Assignment
The answer should reproduce the listing below character for character.

Source data
*** Block opens ***

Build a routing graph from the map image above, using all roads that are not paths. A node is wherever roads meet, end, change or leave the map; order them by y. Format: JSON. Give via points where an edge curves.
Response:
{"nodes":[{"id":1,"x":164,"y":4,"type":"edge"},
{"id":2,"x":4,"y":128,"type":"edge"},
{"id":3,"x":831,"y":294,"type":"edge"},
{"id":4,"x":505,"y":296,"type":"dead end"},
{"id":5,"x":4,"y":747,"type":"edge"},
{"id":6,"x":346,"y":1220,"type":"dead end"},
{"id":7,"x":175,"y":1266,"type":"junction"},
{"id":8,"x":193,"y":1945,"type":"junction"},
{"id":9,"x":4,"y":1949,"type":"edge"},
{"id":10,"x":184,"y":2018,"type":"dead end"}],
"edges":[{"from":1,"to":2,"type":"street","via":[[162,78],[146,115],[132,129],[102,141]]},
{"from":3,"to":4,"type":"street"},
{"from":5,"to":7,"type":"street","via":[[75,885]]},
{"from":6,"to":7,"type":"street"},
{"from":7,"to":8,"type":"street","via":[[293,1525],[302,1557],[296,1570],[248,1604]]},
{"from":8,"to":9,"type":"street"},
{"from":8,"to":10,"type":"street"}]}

*** Block closes ***

Your solution
Build a routing graph from the map image above, using all roads that are not paths. A node is wherever roads meet, end, change or leave the map; order them by y. Format: JSON. Give via points where an edge curves.
Response:
{"nodes":[{"id":1,"x":164,"y":4,"type":"edge"},
{"id":2,"x":4,"y":128,"type":"edge"},
{"id":3,"x":831,"y":294,"type":"edge"},
{"id":4,"x":505,"y":296,"type":"dead end"},
{"id":5,"x":4,"y":747,"type":"edge"},
{"id":6,"x":346,"y":1220,"type":"dead end"},
{"id":7,"x":175,"y":1266,"type":"junction"},
{"id":8,"x":193,"y":1945,"type":"junction"},
{"id":9,"x":4,"y":1949,"type":"edge"},
{"id":10,"x":184,"y":2018,"type":"dead end"}],
"edges":[{"from":1,"to":2,"type":"street","via":[[162,78],[146,115],[132,129],[102,141]]},
{"from":3,"to":4,"type":"street"},
{"from":5,"to":7,"type":"street","via":[[75,885]]},
{"from":6,"to":7,"type":"street"},
{"from":7,"to":8,"type":"street","via":[[293,1525],[302,1557],[296,1570],[248,1604]]},
{"from":8,"to":9,"type":"street"},
{"from":8,"to":10,"type":"street"}]}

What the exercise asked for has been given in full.